## DATASET RECORDS
'''
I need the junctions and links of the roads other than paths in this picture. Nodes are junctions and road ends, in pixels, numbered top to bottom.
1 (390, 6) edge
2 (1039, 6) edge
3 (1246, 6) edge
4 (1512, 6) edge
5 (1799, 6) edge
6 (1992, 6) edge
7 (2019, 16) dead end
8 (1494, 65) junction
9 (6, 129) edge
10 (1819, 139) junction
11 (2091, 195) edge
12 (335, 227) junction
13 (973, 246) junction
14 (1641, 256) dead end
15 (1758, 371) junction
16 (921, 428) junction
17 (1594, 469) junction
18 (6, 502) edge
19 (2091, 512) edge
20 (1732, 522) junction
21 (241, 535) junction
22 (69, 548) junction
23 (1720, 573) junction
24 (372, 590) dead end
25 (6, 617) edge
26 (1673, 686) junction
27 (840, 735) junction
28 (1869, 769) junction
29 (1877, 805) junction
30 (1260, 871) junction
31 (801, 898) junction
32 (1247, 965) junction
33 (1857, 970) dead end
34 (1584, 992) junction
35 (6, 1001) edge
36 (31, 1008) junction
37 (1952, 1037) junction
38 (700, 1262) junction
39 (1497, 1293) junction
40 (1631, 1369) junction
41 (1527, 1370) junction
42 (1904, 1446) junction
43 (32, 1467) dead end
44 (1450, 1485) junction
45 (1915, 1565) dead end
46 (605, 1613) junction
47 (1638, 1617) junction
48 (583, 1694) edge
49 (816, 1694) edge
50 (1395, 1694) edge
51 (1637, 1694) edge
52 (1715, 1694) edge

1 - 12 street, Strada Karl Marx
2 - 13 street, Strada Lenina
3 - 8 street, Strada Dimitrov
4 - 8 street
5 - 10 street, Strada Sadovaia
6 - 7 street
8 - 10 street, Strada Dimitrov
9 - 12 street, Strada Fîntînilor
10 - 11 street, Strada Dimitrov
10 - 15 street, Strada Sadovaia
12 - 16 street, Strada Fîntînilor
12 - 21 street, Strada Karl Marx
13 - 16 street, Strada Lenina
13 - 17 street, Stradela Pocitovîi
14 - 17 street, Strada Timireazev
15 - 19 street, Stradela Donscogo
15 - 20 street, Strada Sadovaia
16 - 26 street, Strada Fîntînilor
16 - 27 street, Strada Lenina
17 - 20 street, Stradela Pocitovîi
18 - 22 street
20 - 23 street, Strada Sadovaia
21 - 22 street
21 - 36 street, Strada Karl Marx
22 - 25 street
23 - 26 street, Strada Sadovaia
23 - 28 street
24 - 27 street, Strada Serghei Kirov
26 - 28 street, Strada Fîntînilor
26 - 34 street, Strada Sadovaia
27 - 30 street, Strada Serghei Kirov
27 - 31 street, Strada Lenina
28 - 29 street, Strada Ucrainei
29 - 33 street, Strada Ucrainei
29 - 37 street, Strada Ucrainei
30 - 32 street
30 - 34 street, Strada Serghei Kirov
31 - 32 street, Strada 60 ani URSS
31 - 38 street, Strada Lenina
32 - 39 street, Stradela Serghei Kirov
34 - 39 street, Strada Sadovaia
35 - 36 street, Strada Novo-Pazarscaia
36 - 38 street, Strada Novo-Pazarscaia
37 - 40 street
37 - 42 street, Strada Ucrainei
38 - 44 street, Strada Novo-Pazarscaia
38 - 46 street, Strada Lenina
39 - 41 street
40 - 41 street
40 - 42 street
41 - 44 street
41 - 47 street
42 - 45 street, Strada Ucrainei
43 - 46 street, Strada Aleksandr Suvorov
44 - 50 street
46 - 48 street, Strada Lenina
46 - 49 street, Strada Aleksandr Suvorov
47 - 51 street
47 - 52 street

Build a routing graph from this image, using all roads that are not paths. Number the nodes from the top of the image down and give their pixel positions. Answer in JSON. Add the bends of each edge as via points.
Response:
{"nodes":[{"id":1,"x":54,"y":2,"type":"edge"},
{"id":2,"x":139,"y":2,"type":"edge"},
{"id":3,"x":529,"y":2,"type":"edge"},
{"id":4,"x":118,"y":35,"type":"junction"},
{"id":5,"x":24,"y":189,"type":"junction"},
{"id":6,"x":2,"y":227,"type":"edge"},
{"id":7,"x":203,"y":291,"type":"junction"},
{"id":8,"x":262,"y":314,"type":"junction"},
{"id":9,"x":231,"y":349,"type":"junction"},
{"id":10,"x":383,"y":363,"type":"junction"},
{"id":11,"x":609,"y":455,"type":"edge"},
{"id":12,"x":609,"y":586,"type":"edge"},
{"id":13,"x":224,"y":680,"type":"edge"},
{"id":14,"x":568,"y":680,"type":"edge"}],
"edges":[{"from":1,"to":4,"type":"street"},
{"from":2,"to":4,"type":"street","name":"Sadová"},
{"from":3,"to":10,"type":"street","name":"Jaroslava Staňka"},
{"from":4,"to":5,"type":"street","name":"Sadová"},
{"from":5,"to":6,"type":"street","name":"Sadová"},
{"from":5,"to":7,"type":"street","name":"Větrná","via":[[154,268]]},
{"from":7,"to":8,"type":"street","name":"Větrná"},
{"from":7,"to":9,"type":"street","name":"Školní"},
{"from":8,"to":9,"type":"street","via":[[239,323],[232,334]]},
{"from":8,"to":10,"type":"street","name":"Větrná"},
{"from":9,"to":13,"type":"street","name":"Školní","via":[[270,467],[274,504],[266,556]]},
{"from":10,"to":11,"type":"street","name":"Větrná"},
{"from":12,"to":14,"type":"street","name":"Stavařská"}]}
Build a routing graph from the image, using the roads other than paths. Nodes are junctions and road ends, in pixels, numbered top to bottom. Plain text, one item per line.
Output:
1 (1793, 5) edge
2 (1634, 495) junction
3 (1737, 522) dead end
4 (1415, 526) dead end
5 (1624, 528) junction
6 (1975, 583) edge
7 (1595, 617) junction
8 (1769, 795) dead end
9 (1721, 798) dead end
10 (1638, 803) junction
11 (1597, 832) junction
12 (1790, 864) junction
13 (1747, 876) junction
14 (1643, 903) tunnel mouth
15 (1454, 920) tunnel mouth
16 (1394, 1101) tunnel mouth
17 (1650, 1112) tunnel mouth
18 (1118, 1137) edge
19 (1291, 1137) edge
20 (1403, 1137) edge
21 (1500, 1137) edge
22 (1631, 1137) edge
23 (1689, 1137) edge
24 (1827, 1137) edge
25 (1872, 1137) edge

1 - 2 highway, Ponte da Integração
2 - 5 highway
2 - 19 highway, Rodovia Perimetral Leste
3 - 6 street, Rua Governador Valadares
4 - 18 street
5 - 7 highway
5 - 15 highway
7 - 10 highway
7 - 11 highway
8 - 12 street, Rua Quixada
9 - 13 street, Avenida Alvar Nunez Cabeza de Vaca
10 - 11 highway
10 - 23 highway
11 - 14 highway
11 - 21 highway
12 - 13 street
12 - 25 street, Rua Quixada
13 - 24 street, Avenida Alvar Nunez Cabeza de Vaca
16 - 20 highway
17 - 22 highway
'''
## THE PROBLEM
Reproduce the material above precisely, omitting nothing.

## EXPECTED OUTPUT
I need the junctions and links of the roads other than paths in this picture. Nodes are junctions and road ends, in pixels, numbered top to bottom.
1 (390, 6) edge
2 (1039, 6) edge
3 (1246, 6) edge
4 (1512, 6) edge
5 (1799, 6) edge
6 (1992, 6) edge
7 (2019, 16) dead end
8 (1494, 65) junction
9 (6, 129) edge
10 (1819, 139) junction
11 (2091, 195) edge
12 (335, 227) junction
13 (973, 246) junction
14 (1641, 256) dead end
15 (1758, 371) junction
16 (921, 428) junction
17 (1594, 469) junction
18 (6, 502) edge
19 (2091, 512) edge
20 (1732, 522) junction
21 (241, 535) junction
22 (69, 548) junction
23 (1720, 573) junction
24 (372, 590) dead end
25 (6, 617) edge
26 (1673, 686) junction
27 (840, 735) junction
28 (1869, 769) junction
29 (1877, 805) junction
30 (1260, 871) junction
31 (801, 898) junction
32 (1247, 965) junction
33 (1857, 970) dead end
34 (1584, 992) junction
35 (6, 1001) edge
36 (31, 1008) junction
37 (1952, 1037) junction
38 (700, 1262) junction
39 (1497, 1293) junction
40 (1631, 1369) junction
41 (1527, 1370) junction
42 (1904, 1446) junction
43 (32, 1467) dead end
44 (1450, 1485) junction
45 (1915, 1565) dead end
46 (605, 1613) junction
47 (1638, 1617) junction
48 (583, 1694) edge
49 (816, 1694) edge
50 (1395, 1694) edge
51 (1637, 1694) edge
52 (1715, 1694) edge

1 - 12 street, Strada Karl Marx
2 - 13 street, Strada Lenina
3 - 8 street, Strada Dimitrov
4 - 8 street
5 - 10 street, Strada Sadovaia
6 - 7 street
8 - 10 street, Strada Dimitrov
9 - 12 street, Strada Fîntînilor
10 - 11 street, Strada Dimitrov
10 - 15 street, Strada Sadovaia
12 - 16 street, Strada Fîntînilor
12 - 21 street, Strada Karl Marx
13 - 16 street, Strada Lenina
13 - 17 street, Stradela Pocitovîi
14 - 17 street, Strada Timireazev
15 - 19 street, Stradela Donscogo
15 - 20 street, Strada Sadovaia
16 - 26 street, Strada Fîntînilor
16 - 27 street, Strada Lenina
17 - 20 street, Stradela Pocitovîi
18 - 22 street
20 - 23 street, Strada Sadovaia
21 - 22 street
21 - 36 street, Strada Karl Marx
22 - 25 street
23 - 26 street, Strada Sadovaia
23 - 28 street
24 - 27 street, Strada Serghei Kirov
26 - 28 street, Strada Fîntînilor
26 - 34 street, Strada Sadovaia
27 - 30 street, Strada Serghei Kirov
27 - 31 street, Strada Lenina
28 - 29 street, Strada Ucrainei
29 - 33 street, Strada Ucrainei
29 - 37 street, Strada Ucrainei
30 - 32 street
30 - 34 street, Strada Serghei Kirov
31 - 32 street, Strada 60 ani URSS
31 - 38 street, Strada Lenina
32 - 39 street, Stradela Serghei Kirov
34 - 39 street, Strada Sadovaia
35 - 36 street, Strada Novo-Pazarscaia
36 - 38 street, Strada Novo-Pazarscaia
37 - 40 street
37 - 42 street, Strada Ucrainei
38 - 44 street, Strada Novo-Pazarscaia
38 - 46 street, Strada Lenina
39 - 41 street
40 - 41 street
40 - 42 street
41 - 44 street
41 - 47 street
42 - 45 street, Strada Ucrainei
43 - 46 street, Strada Aleksandr Suvorov
44 - 50 street
46 - 48 street, Strada Lenina
46 - 49 street, Strada Aleksandr Suvorov
47 - 51 street
47 - 52 street

Build a routing graph from this image, using all roads that are not paths. Number the nodes from the top of the image down and give their pixel positions. Answer in JSON. Add the bends of each edge as via points.
Response:
{"nodes":[{"id":1,"x":54,"y":2,"type":"edge"},
{"id":2,"x":139,"y":2,"type":"edge"},
{"id":3,"x":529,"y":2,"type":"edge"},
{"id":4,"x":118,"y":35,"type":"junction"},
{"id":5,"x":24,"y":189,"type":"junction"},
{"id":6,"x":2,"y":227,"type":"edge"},
{"id":7,"x":203,"y":291,"type":"junction"},
{"id":8,"x":262,"y":314,"type":"junction"},
{"id":9,"x":231,"y":349,"type":"junction"},
{"id":10,"x":383,"y":363,"type":"junction"},
{"id":11,"x":609,"y":455,"type":"edge"},
{"id":12,"x":609,"y":586,"type":"edge"},
{"id":13,"x":224,"y":680,"type":"edge"},
{"id":14,"x":568,"y":680,"type":"edge"}],
"edges":[{"from":1,"to":4,"type":"street"},
{"from":2,"to":4,"type":"street","name":"Sadová"},
{"from":3,"to":10,"type":"street","name":"Jaroslava Staňka"},
{"from":4,"to":5,"type":"street","name":"Sadová"},
{"from":5,"to":6,"type":"street","name":"Sadová"},
{"from":5,"to":7,"type":"street","name":"Větrná","via":[[154,268]]},
{"from":7,"to":8,"type":"street","name":"Větrná"},
{"from":7,"to":9,"type":"street","name":"Školní"},
{"from":8,"to":9,"type":"street","via":[[239,323],[232,334]]},
{"from":8,"to":10,"type":"street","name":"Větrná"},
{"from":9,"to":13,"type":"street","name":"Školní","via":[[270,467],[274,504],[266,556]]},
{"from":10,"to":11,"type":"street","name":"Větrná"},
{"from":12,"to":14,"type":"street","name":"Stavařská"}]}
Build a routing graph from the image, using the roads other than paths. Nodes are junctions and road ends, in pixels, numbered top to bottom. Plain text, one item per line.
Output:
1 (1793, 5) edge
2 (1634, 495) junction
3 (1737, 522) dead end
4 (1415, 526) dead end
5 (1624, 528) junction
6 (1975, 583) edge
7 (1595, 617) junction
8 (1769, 795) dead end
9 (1721, 798) dead end
10 (1638, 803) junction
11 (1597, 832) junction
12 (1790, 864) junction
13 (1747, 876) junction
14 (1643, 903) tunnel mouth
15 (1454, 920) tunnel mouth
16 (1394, 1101) tunnel mouth
17 (1650, 1112) tunnel mouth
18 (1118, 1137) edge
19 (1291, 1137) edge
20 (1403, 1137) edge
21 (1500, 1137) edge
22 (1631, 1137) edge
23 (1689, 1137) edge
24 (1827, 1137) edge
25 (1872, 1137) edge

1 - 2 highway, Ponte da Integração
2 - 5 highway
2 - 19 highway, Rodovia Perimetral Leste
3 - 6 street, Rua Governador Valadares
4 - 18 street
5 - 7 highway
5 - 15 highway
7 - 10 highway
7 - 11 highway
8 - 12 street, Rua Quixada
9 - 13 street, Avenida Alvar Nunez Cabeza de Vaca
10 - 11 highway
10 - 23 highway
11 - 14 highway
11 - 21 highway
12 - 13 street
12 - 25 street, Rua Quixada
13 - 24 street, Avenida Alvar Nunez Cabeza de Vaca
16 - 20 highway
17 - 22 highway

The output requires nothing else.